At least, that’s what I think they’re after. Even the use of “they” would normally strike me as unbalanced, but when your grocer, bookseller and banker all pursue the same line of questioning, you begin to wonder if dark forces have it in for you: The whole event has probably given me a touch of paranoia. The headlines, for instance, read like a bill of indictment to which I feel compelled to respond: “Lott was ‘too much in the moment'” (I wasn’t that drunk); “Lott fought to keep blacks out of college frat” (Did not!); “Lott should go!” (Oh, shut up already.).

The hell of it is that, in a very distant sense, the inquisitors could be on to something. My branch of the Lott family is more of a tangled vine, and it may even be an assumed name, but we don’t know. My great-great-grandfather and his nuclear family moved out West in the dead of night, severed all ties to friends and relatives and took their reasons for doing so to their graves.

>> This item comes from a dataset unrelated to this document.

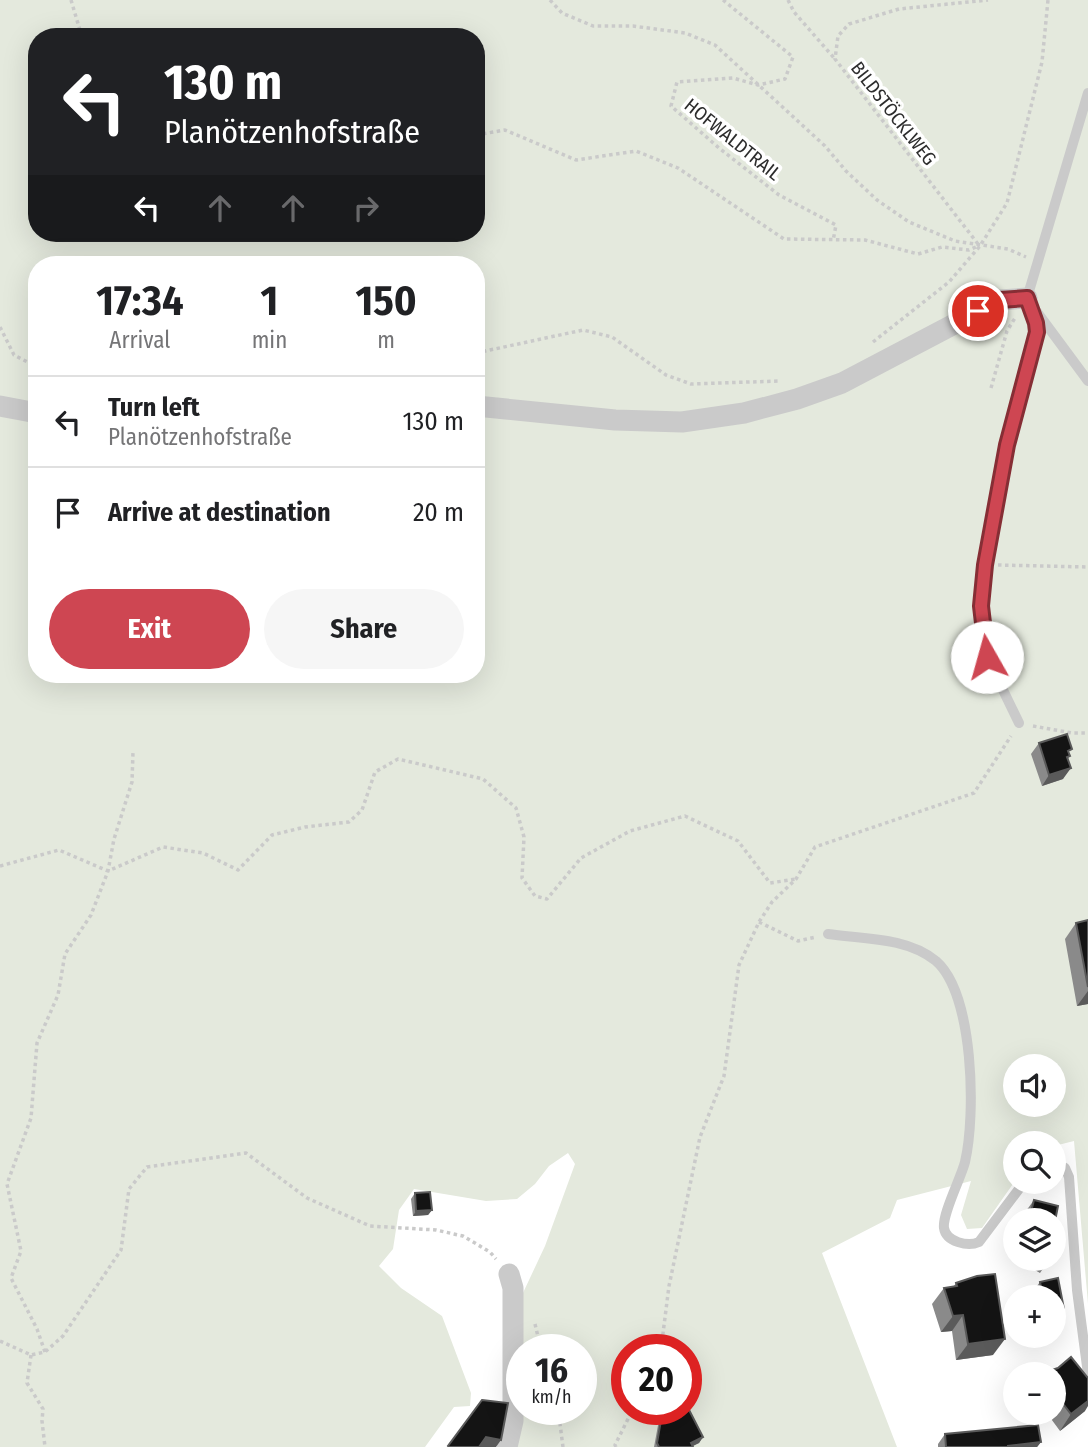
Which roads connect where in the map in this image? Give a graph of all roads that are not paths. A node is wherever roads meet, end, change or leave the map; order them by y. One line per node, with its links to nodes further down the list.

(As family lore has it — and in the Lott family, family lore is never too far from the truth — they were either escaping creditors or a lynch mob. In one exaggerated telling of the story, old man Lott was, in fact, a horse thief, and this was back in the days before the Supreme Court decided that hanging horse thieves was cruel and unusual punishment.)

But now the name Lott, already loaded down with enough baggage to sink a small fleet, has taken on additional ballast — all because a senator with a particular fetish for shoe leather decided to let it rip.